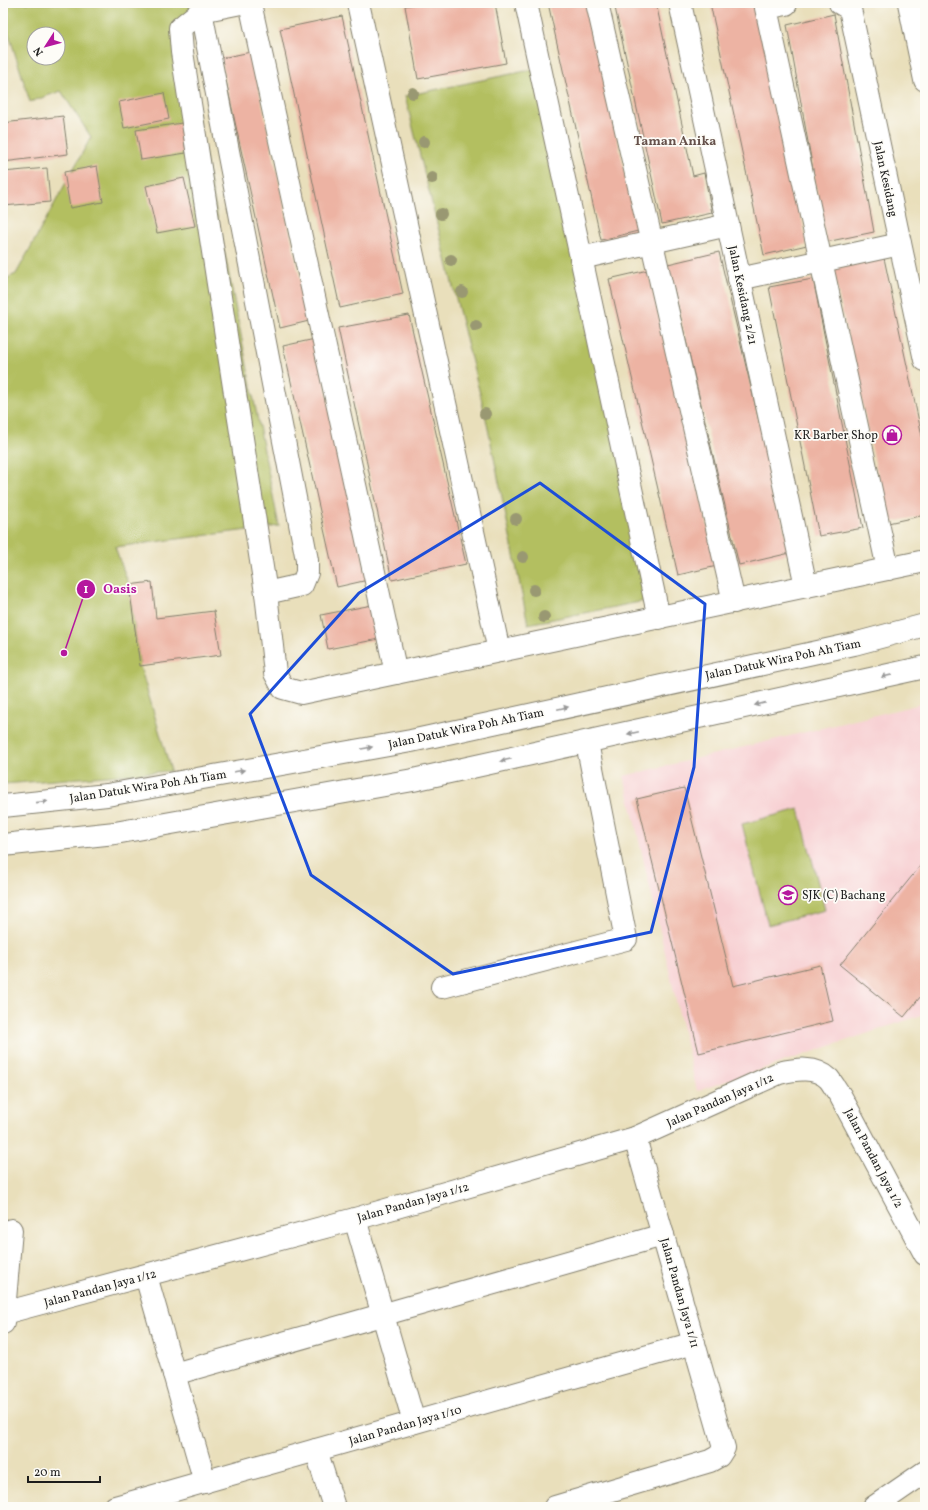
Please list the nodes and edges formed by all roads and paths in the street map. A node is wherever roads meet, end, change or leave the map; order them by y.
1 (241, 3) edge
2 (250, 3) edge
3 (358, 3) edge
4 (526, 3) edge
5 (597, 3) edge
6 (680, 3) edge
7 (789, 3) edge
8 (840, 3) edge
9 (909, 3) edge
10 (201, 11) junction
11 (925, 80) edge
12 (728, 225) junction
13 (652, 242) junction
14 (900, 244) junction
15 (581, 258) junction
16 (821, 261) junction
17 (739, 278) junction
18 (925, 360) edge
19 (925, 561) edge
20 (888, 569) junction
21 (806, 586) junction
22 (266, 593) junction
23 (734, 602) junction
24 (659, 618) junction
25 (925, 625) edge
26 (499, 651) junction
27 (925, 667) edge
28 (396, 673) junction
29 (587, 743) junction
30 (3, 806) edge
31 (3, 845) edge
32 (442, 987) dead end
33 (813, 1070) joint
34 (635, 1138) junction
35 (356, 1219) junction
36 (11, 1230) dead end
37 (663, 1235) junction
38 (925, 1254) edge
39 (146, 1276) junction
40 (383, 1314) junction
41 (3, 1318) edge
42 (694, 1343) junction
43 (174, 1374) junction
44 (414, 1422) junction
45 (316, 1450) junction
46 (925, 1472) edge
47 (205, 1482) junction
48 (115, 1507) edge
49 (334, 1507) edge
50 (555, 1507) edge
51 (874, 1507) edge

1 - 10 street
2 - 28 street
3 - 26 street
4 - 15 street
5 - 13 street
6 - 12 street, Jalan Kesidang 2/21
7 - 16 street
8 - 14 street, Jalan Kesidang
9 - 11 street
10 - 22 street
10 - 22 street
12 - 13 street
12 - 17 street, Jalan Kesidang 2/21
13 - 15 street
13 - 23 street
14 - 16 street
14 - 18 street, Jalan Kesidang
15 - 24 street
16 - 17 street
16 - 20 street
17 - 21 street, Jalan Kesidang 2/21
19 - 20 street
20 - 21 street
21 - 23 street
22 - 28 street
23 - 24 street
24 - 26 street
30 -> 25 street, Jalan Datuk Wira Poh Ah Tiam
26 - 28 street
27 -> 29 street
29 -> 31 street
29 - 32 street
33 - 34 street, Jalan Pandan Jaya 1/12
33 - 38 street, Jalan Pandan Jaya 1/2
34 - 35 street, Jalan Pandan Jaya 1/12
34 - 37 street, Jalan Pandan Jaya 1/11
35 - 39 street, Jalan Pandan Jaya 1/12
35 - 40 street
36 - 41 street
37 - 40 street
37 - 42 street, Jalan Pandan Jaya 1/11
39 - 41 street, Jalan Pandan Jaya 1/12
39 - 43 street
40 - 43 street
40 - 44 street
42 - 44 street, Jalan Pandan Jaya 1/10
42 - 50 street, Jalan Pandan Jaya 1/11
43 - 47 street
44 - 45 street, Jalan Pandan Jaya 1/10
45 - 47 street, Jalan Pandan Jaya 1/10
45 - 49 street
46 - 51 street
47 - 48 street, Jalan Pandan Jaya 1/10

> [What is being asked]:
Could you transcribe all of the data exactly, keeping every picture out of the copy?

> [Reply to the exercise]:
Please list the nodes and edges formed by all roads and paths in the street map. A node is wherever roads meet, end, change or leave the map; order them by y.
1 (241, 3) edge
2 (250, 3) edge
3 (358, 3) edge
4 (526, 3) edge
5 (597, 3) edge
6 (680, 3) edge
7 (789, 3) edge
8 (840, 3) edge
9 (909, 3) edge
10 (201, 11) junction
11 (925, 80) edge
12 (728, 225) junction
13 (652, 242) junction
14 (900, 244) junction
15 (581, 258) junction
16 (821, 261) junction
17 (739, 278) junction
18 (925, 360) edge
19 (925, 561) edge
20 (888, 569) junction
21 (806, 586) junction
22 (266, 593) junction
23 (734, 602) junction
24 (659, 618) junction
25 (925, 625) edge
26 (499, 651) junction
27 (925, 667) edge
28 (396, 673) junction
29 (587, 743) junction
30 (3, 806) edge
31 (3, 845) edge
32 (442, 987) dead end
33 (813, 1070) joint
34 (635, 1138) junction
35 (356, 1219) junction
36 (11, 1230) dead end
37 (663, 1235) junction
38 (925, 1254) edge
39 (146, 1276) junction
40 (383, 1314) junction
41 (3, 1318) edge
42 (694, 1343) junction
43 (174, 1374) junction
44 (414, 1422) junction
45 (316, 1450) junction
46 (925, 1472) edge
47 (205, 1482) junction
48 (115, 1507) edge
49 (334, 1507) edge
50 (555, 1507) edge
51 (874, 1507) edge

1 - 10 street
2 - 28 street
3 - 26 street
4 - 15 street
5 - 13 street
6 - 12 street, Jalan Kesidang 2/21
7 - 16 street
8 - 14 street, Jalan Kesidang
9 - 11 street
10 - 22 street
10 - 22 street
12 - 13 street
12 - 17 street, Jalan Kesidang 2/21
13 - 15 street
13 - 23 street
14 - 16 street
14 - 18 street, Jalan Kesidang
15 - 24 street
16 - 17 street
16 - 20 street
17 - 21 street, Jalan Kesidang 2/21
19 - 20 street
20 - 21 street
21 - 23 street
22 - 28 street
23 - 24 street
24 - 26 street
30 -> 25 street, Jalan Datuk Wira Poh Ah Tiam
26 - 28 street
27 -> 29 street
29 -> 31 street
29 - 32 street
33 - 34 street, Jalan Pandan Jaya 1/12
33 - 38 street, Jalan Pandan Jaya 1/2
34 - 35 street, Jalan Pandan Jaya 1/12
34 - 37 street, Jalan Pandan Jaya 1/11
35 - 39 street, Jalan Pandan Jaya 1/12
35 - 40 street
36 - 41 street
37 - 40 street
37 - 42 street, Jalan Pandan Jaya 1/11
39 - 41 street, Jalan Pandan Jaya 1/12
39 - 43 street
40 - 43 street
40 - 44 street
42 - 44 street, Jalan Pandan Jaya 1/10
42 - 50 street, Jalan Pandan Jaya 1/11
43 - 47 street
44 - 45 street, Jalan Pandan Jaya 1/10
45 - 47 street, Jalan Pandan Jaya 1/10
45 - 49 street
46 - 51 street
47 - 48 street, Jalan Pandan Jaya 1/10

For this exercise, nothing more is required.